Collected data:
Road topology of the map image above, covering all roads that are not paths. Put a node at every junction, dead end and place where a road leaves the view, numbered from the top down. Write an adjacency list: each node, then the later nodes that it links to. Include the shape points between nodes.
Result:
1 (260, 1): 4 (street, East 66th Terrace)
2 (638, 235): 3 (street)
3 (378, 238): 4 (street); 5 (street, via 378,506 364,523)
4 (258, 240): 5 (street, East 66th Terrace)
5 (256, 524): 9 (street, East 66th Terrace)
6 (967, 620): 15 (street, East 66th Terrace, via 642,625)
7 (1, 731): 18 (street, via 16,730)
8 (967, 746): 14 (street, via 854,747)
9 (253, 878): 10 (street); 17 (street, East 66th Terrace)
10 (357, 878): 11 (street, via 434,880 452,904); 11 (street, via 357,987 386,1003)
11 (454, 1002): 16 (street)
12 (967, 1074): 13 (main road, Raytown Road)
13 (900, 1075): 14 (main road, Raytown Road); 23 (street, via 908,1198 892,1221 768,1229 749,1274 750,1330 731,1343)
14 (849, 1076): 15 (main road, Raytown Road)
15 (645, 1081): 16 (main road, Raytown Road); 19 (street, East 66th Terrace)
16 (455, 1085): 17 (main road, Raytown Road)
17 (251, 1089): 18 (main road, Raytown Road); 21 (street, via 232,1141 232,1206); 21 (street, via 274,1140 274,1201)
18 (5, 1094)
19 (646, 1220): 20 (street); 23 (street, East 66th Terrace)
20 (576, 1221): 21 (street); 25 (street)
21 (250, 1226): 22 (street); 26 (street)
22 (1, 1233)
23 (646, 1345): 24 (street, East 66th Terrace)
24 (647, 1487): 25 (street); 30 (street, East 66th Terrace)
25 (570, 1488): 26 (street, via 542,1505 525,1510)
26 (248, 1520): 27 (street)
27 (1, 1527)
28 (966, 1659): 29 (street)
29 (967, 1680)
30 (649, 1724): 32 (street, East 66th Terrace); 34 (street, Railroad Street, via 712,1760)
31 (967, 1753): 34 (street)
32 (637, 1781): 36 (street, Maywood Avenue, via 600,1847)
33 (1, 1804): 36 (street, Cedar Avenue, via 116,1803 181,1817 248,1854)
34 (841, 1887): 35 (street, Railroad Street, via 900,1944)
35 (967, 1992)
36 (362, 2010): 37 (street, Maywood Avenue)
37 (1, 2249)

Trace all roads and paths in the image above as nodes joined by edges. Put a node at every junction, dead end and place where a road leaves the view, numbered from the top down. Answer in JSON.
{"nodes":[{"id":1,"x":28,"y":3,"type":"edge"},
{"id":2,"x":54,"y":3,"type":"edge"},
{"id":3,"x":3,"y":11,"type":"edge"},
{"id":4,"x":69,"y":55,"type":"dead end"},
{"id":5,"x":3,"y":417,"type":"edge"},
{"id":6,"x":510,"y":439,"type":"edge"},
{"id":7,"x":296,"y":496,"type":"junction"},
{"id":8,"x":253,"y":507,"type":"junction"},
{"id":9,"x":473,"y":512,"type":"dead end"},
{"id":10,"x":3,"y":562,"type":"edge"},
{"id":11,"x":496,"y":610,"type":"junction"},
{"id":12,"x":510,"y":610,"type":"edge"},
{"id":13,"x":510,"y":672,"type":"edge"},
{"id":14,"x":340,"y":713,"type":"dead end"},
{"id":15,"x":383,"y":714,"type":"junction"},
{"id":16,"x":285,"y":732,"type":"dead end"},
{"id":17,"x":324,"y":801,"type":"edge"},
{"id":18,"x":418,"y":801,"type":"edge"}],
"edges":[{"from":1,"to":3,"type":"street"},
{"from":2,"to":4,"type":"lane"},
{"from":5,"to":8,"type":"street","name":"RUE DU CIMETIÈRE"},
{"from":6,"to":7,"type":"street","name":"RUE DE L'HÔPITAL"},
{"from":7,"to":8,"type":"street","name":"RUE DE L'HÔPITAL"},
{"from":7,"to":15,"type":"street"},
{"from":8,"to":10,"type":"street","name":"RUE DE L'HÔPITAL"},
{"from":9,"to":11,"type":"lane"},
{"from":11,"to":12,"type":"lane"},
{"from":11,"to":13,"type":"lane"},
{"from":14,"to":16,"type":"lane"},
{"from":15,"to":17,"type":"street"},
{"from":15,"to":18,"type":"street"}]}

Your task
Wherever the string "main" appears in the records above, copy the line it sits in.

Exercise answer
12 (967, 1074): 13 (main road, Raytown Road)
13 (900, 1075): 14 (main road, Raytown Road); 23 (street, via 908,1198 892,1221 768,1229 749,1274 750,1330 731,1343)
14 (849, 1076): 15 (main road, Raytown Road)
15 (645, 1081): 16 (main road, Raytown Road); 19 (street, East 66th Terrace)
16 (455, 1085): 17 (main road, Raytown Road)
17 (251, 1089): 18 (main road, Raytown Road); 21 (street, via 232,1141 232,1206); 21 (street, via 274,1140 274,1201)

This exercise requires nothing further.